Pour la deuxième année consécutive, les ventes de Champagne atteignent des niveaux record qui dépassent de loin les quantités produites sur la même période.
Comment le marché va-t-il s'ajuster ? Certaines Maisons de Champagne ont déjà mis en place une stratégie d'ajustement par les prix et les quantités dès le début d'année 2022.
Le marché du Champagne : décryptage
Après l'année 2020 qui avait conduit la profession à limiter la quantité produite, les aléas climatiques auront réduit les rendements en 2021 alors que la demande a retrouvé un niveau record !

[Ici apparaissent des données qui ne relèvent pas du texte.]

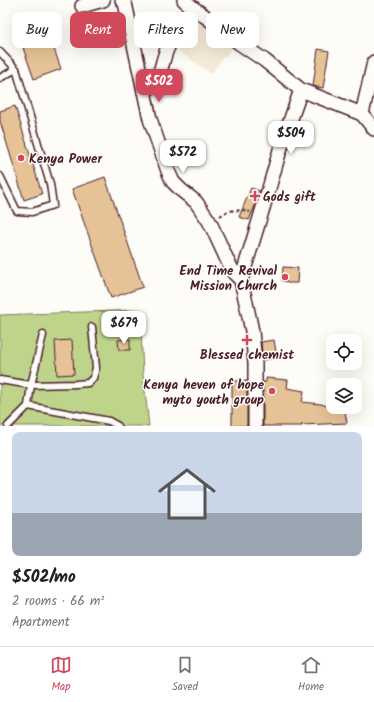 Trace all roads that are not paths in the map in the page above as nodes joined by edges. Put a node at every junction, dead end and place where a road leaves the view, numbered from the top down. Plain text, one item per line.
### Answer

L'année 2021 aura marqué le retour à des ventes historiquement élevées, renouant avec les chiffres de 2011 ! Un rebond qui toutefois ne va pas sans s'interroger sur la capacité à répondre à cet engouement toujours aussi soutenu en ce début d'année 2022.
2020 : l'impact de la crise sanitaire
En 2020, face à la baisse de l'activité, l'interprofession de Champagne avait décidé une réduction du rendement commercialisable de 10.200 kilos de raisins cueillis à l'hectare à 8.000 kg/ha (*). Ceci correspond à 230 millions en équivalent bouteilles (source : Comité Champagne CIVC - l'économie du Champagne, Chiffres Clés 2020).
Côté ventes, le nombre de bouteilles expédiées aura finalement atteint 245 millions soit un recul de 18%, contre 20% attendus. Cette moyenne cache des disparités entre le marché français, en recul de 20% alors que les ventes à l'international ont baissé de 16%. Ce sont 114 millions de bouteilles qui ont finalement été vendues en France en 2020, contre plus de 140 millions en 2019. Ce repli serait directement lié aux fermetures temporaires des cavistes, cafés et restaurants ainsi que le recul du tourisme cette même année.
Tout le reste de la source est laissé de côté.